Doi: https://doi.org/10.13157/arla.69.2.2022.ra1

Authors: Hélder ARAÚJO, Pedro CORREIA RODRIGUEZ, Jorge BASTOS-SANTOS, Marisa FERREIRA, Andreia PEREIRA, José MARTÍNEZ-CEDEIRA, José VINGADA and Catarina EIRA

E-mail: helder.araujo@socpvs.org

Published: Volume 69.2, July 2022. Pages 179-202.

Language: Spanish

Original Title: Monitoring abundance and distribution of Northern Gannets Morus bassanus in Western Iberian Waters in autumn by aerial surveys

Keywords: distance sampling, Maxent, Morus bassanus, Portugal and Spain

Summary:

Several North Atlantic breeding seabirds, such as the Northern Gannet Morus bassanus, use Western Iberian Waters for wintering and migration.
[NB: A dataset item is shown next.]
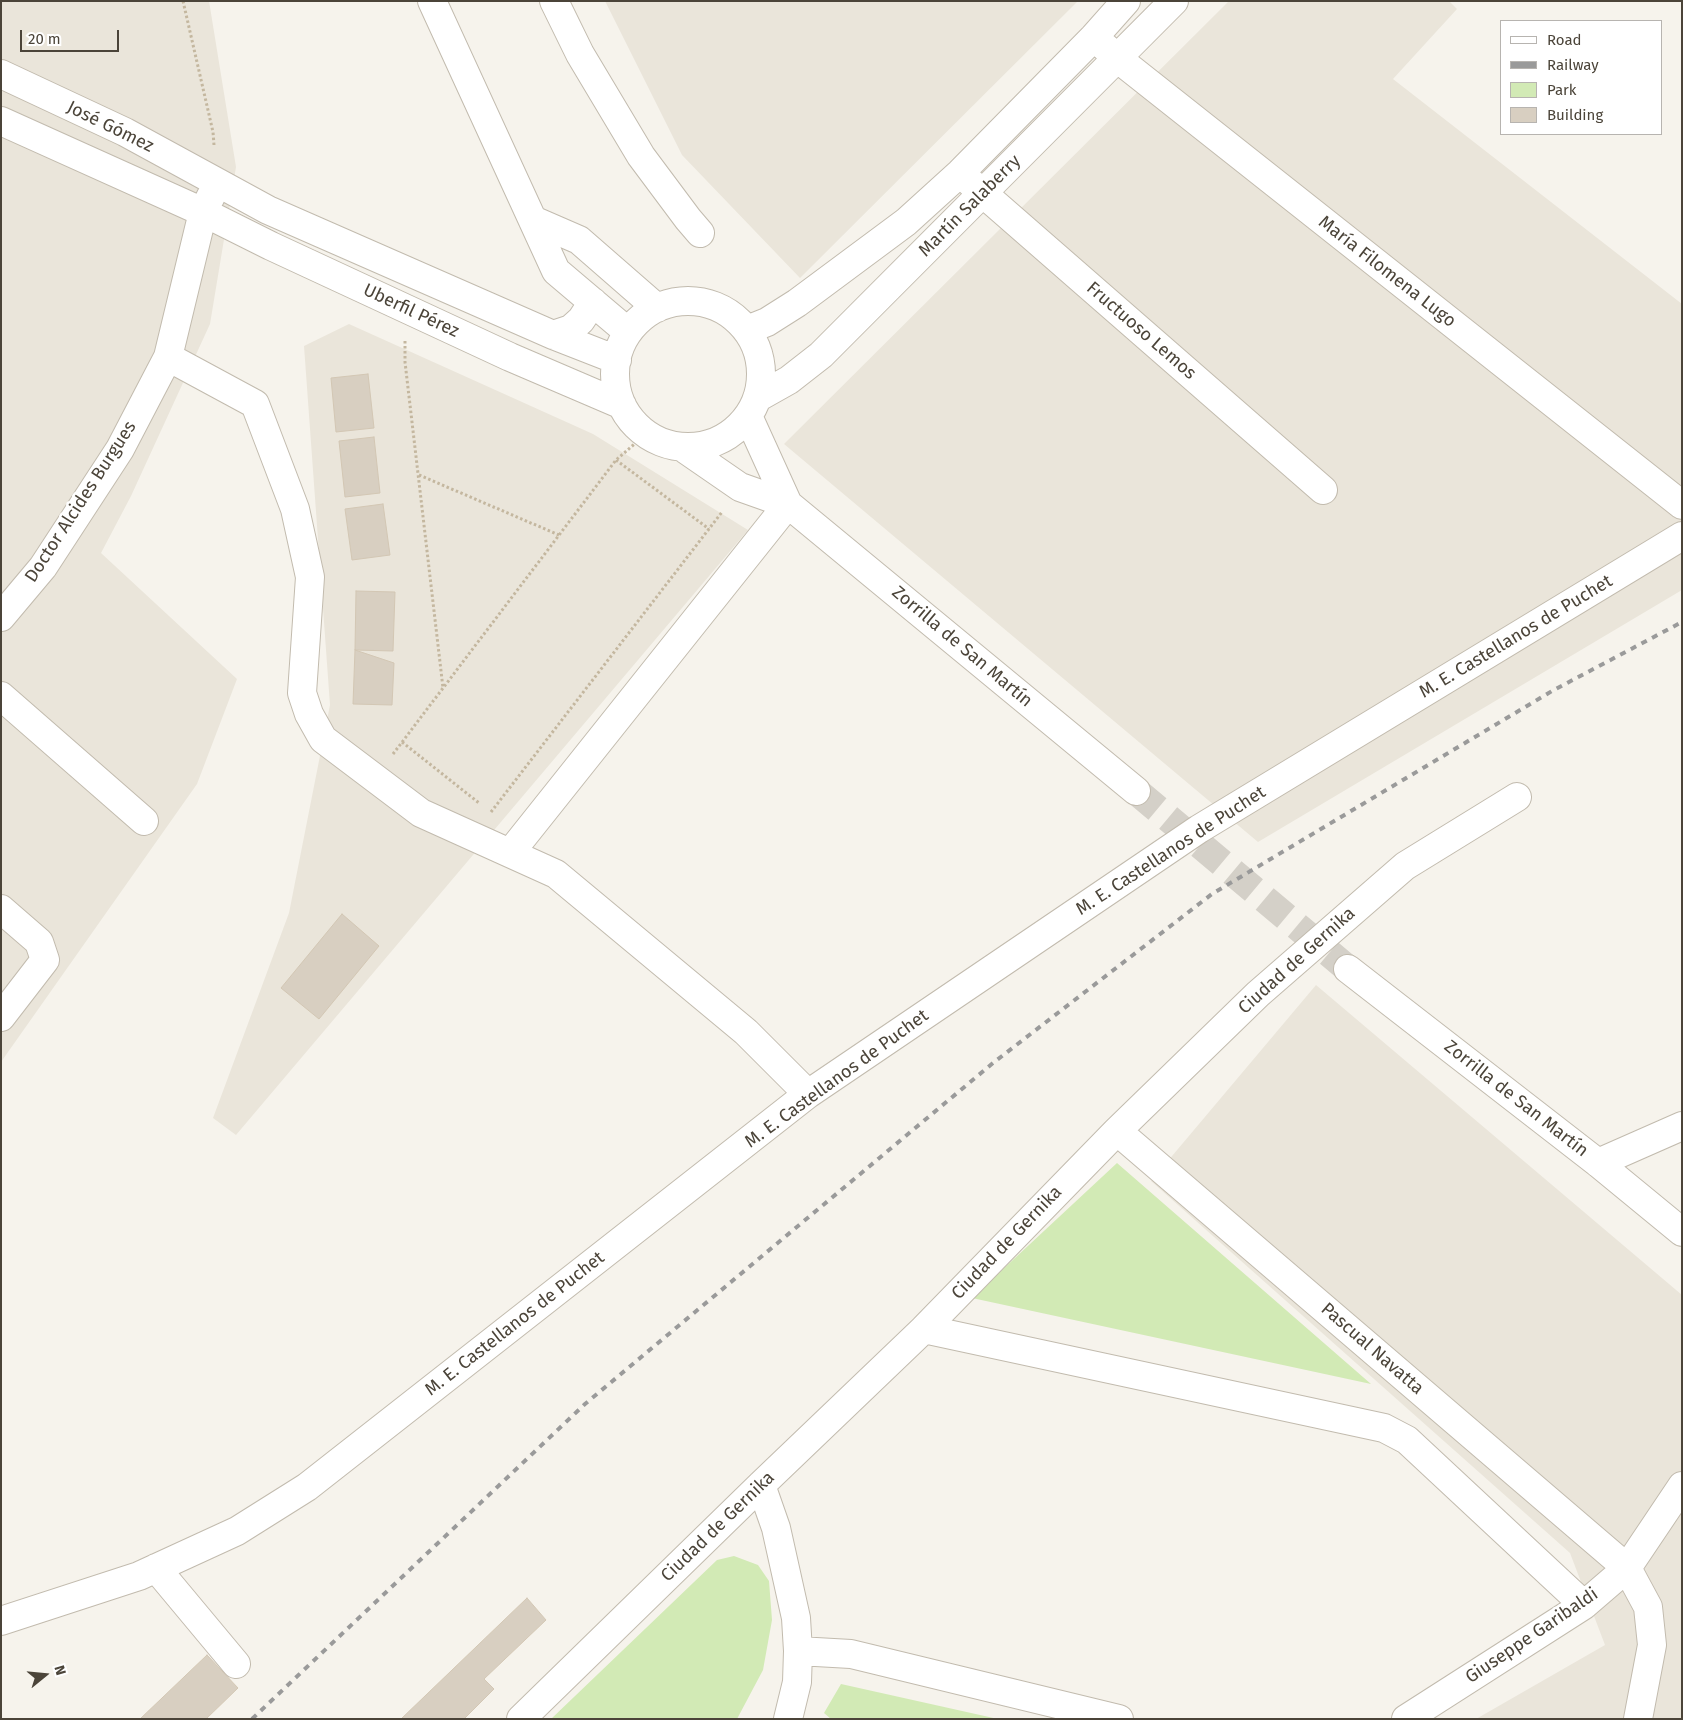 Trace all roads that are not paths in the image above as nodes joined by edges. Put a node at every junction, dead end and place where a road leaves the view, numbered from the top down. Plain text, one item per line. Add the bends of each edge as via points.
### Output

In this study, we aimed at producing absolute population estimates of post-breeding Gannets and evaluating the importance of the study area within the species’ migration range. We performed six aerial surveys in September and/or October each year between 2010 and 2015, covering 74,840km2 in total. Using line transect methodology, 3,672 Gannet sightings were recorded along 10,496.3 nautical miles (nm). Immature individuals and adults comprised approximately 87% of all sightings. Using Distance sampling, overall abundance was estimated at 89,930 birds, ranging from 58,010 individuals in 2014 to 128,140 in 2015. The highest densities per sector areas were recorded in the North and Centre sectors whereas the lowest densities were registered in the Galicia sector, the Spanish region within the study area. Gannets were mostly present in shallow shelf waters of the continental shelf, particularly between 3 and 20 nautical miles offshore. Habitat suitability models for Gannets in the study area were tested using several eco-geographical variables and chlorophyll concentrations were found to contribute most to explaining annual Gannet occurrence probabilities. A global interannual spatial analysis demonstrated the core areas for conservation of the Northern Gannet in Western Iberian Waters. Moreover, our results demonstrate that Western Iberian waters are used by almost 10% of the global Northern Gannet population, corroborating the existence of seabird hotspots during the non-breeding period, along migration corridors and at their wintering grounds.